Problem description:
Please restate each line of the data below exactly. Omit all images.

[Collected data]
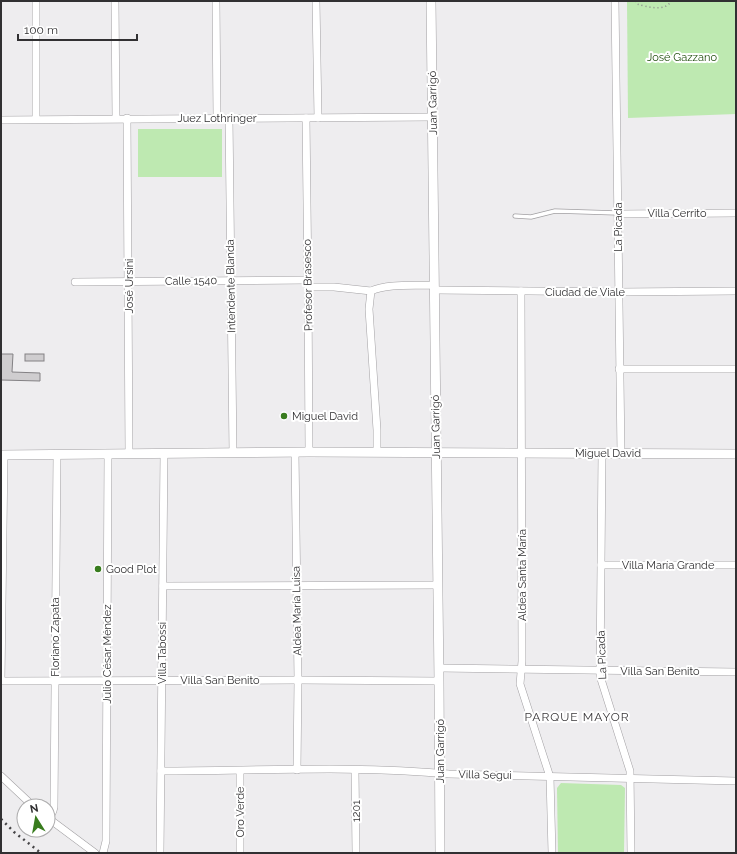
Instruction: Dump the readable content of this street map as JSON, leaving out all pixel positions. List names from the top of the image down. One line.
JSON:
{"streets":{"street":["Juan Garrigó","Juez Lothringer","Villa Cerrito","La Picada","Calle 1540","Profesor Brasesco","José Ursini","Intendente Blanda","Ciudad de Viale","Miguel David","Villa María Grande","Aldea Santa María","Aldea María Luisa","Floriano Zapata","Villa Tabossi","Julio César Méndez","Villa San Benito","Villa Segui","1201","Oro Verde"]},"crossings":[["Juan Garrigó","Juez Lothringer"],["Juan Garrigó","Ciudad de Viale"],["Juan Garrigó","Miguel David"],["Juan Garrigó","Villa San Benito"],["Juan Garrigó","Villa Segui"],["Juez Lothringer","Profesor Brasesco"],["Juez Lothringer","José Ursini"],["Juez Lothringer","Intendente Blanda"],["Villa Cerrito","La Picada"],["La Picada","Ciudad de Viale"],["La Picada","Miguel David"],["La Picada","Villa María Grande"],["La Picada","Villa San Benito"],["La Picada","Villa Segui"],["Calle 1540","Profesor Brasesco"],["Calle 1540","José Ursini"],["Calle 1540","Intendente Blanda"],["Calle 1540","Ciudad de Viale"],["Profesor Brasesco","Miguel David"],["José Ursini","Miguel David"],["Intendente Blanda","Miguel David"],["Ciudad de Viale","Aldea Santa María"],["Miguel David","Aldea Santa María"],["Miguel David","Aldea María Luisa"],["Miguel David","Floriano Zapata"],["Miguel David","Villa Tabossi"],["Miguel David","Julio César Méndez"],["Aldea Santa María","Villa San Benito"],["Aldea Santa María","Villa Segui"],["Aldea María Luisa","Villa San Benito"],["Aldea María Luisa","Villa Segui"],["Floriano Zapata","Villa San Benito"],["Villa Tabossi","Villa San Benito"],["Villa Tabossi","Villa Segui"],["Julio César Méndez","Villa San Benito"],["Villa Segui","1201"],["Villa Segui","Oro Verde"]],"districts":["PARQUE MAYOR"],"parks":["José Gazzano"],"places":["Miguel David","Good Plot"],"scale_bar":"100 m","north":"top"}
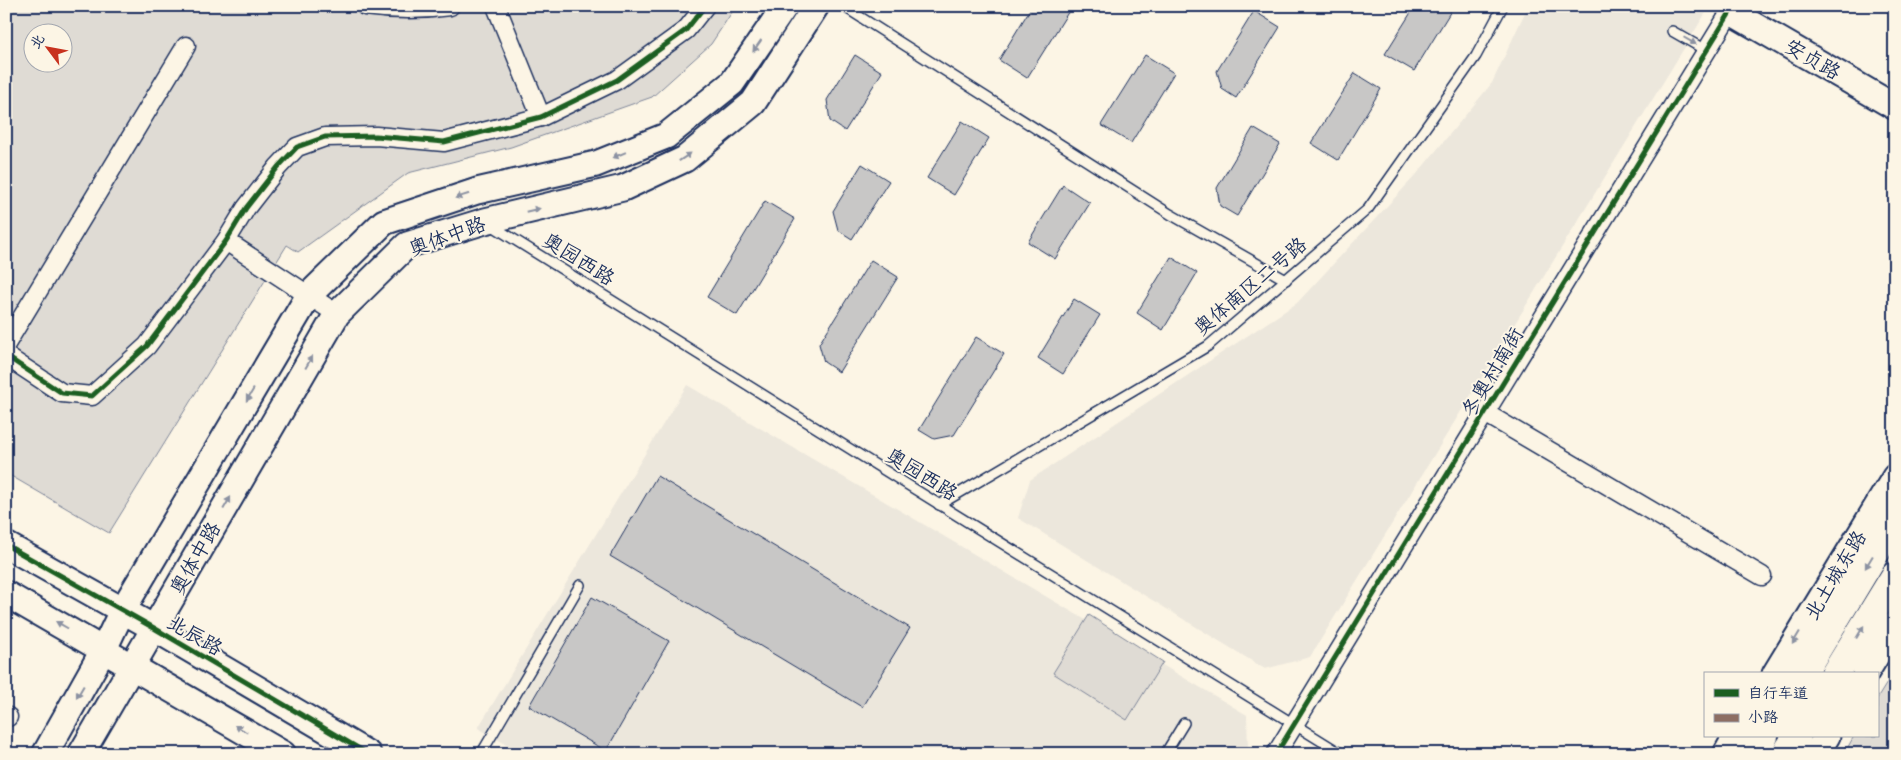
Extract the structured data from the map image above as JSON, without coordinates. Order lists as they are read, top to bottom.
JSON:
{
  "streets": {
    "main road": [
      "安贞路",
      "奥体中路",
      "北土城东路",
      "北辰路"
    ],
    "street": ["冬奥村南街"],
    "lane": ["奥园西路", "奥体南区二号路"]
  },
  "crossings": [
    ["安贞路", "冬奥村南街"],
    ["奥体中路", "奥园西路"],
    ["奥体中路", "北辰路"],
    ["奥园西路", "奥体南区二号路"],
    ["奥园西路", "冬奥村南街"]
  ],
  "legend": ["自行车道", "小路"],
  "north": "top left"
}
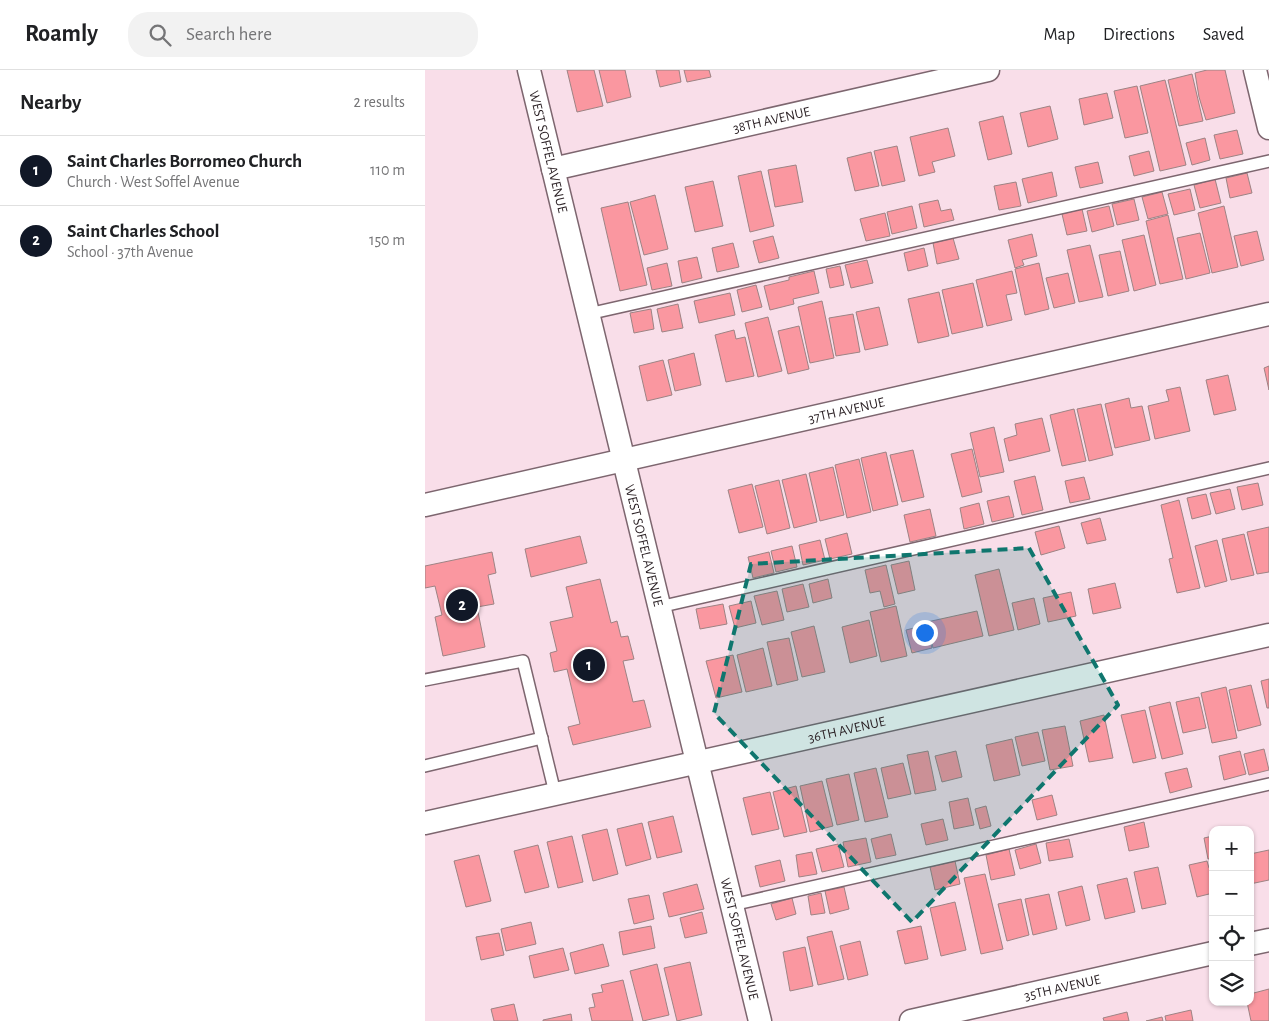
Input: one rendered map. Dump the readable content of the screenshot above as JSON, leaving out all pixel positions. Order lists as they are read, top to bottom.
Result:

Response area:
Instruction: Dump the readable content of this street map as JSON, leaving out all pixel positions. List names from the top of the image down. One line.
JSON:
{"streets":{"street":["Juan Garrigó","Juez Lothringer","Villa Cerrito","La Picada","Calle 1540","Profesor Brasesco","José Ursini","Intendente Blanda","Ciudad de Viale","Miguel David","Villa María Grande","Aldea Santa María","Aldea María Luisa","Floriano Zapata","Villa Tabossi","Julio César Méndez","Villa San Benito","Villa Segui","1201","Oro Verde"]},"crossings":[["Juan Garrigó","Juez Lothringer"],["Juan Garrigó","Ciudad de Viale"],["Juan Garrigó","Miguel David"],["Juan Garrigó","Villa San Benito"],["Juan Garrigó","Villa Segui"],["Juez Lothringer","Profesor Brasesco"],["Juez Lothringer","José Ursini"],["Juez Lothringer","Intendente Blanda"],["Villa Cerrito","La Picada"],["La Picada","Ciudad de Viale"],["La Picada","Miguel David"],["La Picada","Villa María Grande"],["La Picada","Villa San Benito"],["La Picada","Villa Segui"],["Calle 1540","Profesor Brasesco"],["Calle 1540","José Ursini"],["Calle 1540","Intendente Blanda"],["Calle 1540","Ciudad de Viale"],["Profesor Brasesco","Miguel David"],["José Ursini","Miguel David"],["Intendente Blanda","Miguel David"],["Ciudad de Viale","Aldea Santa María"],["Miguel David","Aldea Santa María"],["Miguel David","Aldea María Luisa"],["Miguel David","Floriano Zapata"],["Miguel David","Villa Tabossi"],["Miguel David","Julio César Méndez"],["Aldea Santa María","Villa San Benito"],["Aldea Santa María","Villa Segui"],["Aldea María Luisa","Villa San Benito"],["Aldea María Luisa","Villa Segui"],["Floriano Zapata","Villa San Benito"],["Villa Tabossi","Villa San Benito"],["Villa Tabossi","Villa Segui"],["Julio César Méndez","Villa San Benito"],["Villa Segui","1201"],["Villa Segui","Oro Verde"]],"districts":["PARQUE MAYOR"],"parks":["José Gazzano"],"places":["Miguel David","Good Plot"],"scale_bar":"100 m","north":"top"}
Extract the structured data from the map image above as JSON, without coordinates. Order lists as they are read, top to bottom.
JSON:
{
  "streets": {
    "main road": [
      "安贞路",
      "奥体中路",
      "北土城东路",
      "北辰路"
    ],
    "street": ["冬奥村南街"],
    "lane": ["奥园西路", "奥体南区二号路"]
  },
  "crossings": [
    ["安贞路", "冬奥村南街"],
    ["奥体中路", "奥园西路"],
    ["奥体中路", "北辰路"],
    ["奥园西路", "奥体南区二号路"],
    ["奥园西路", "冬奥村南街"]
  ],
  "legend": ["自行车道", "小路"],
  "north": "top left"
}
Input: one rendered map. Dump the readable content of the screenshot above as JSON, leaving out all pixel positions. Order lists as they are read, top to bottom.
Result:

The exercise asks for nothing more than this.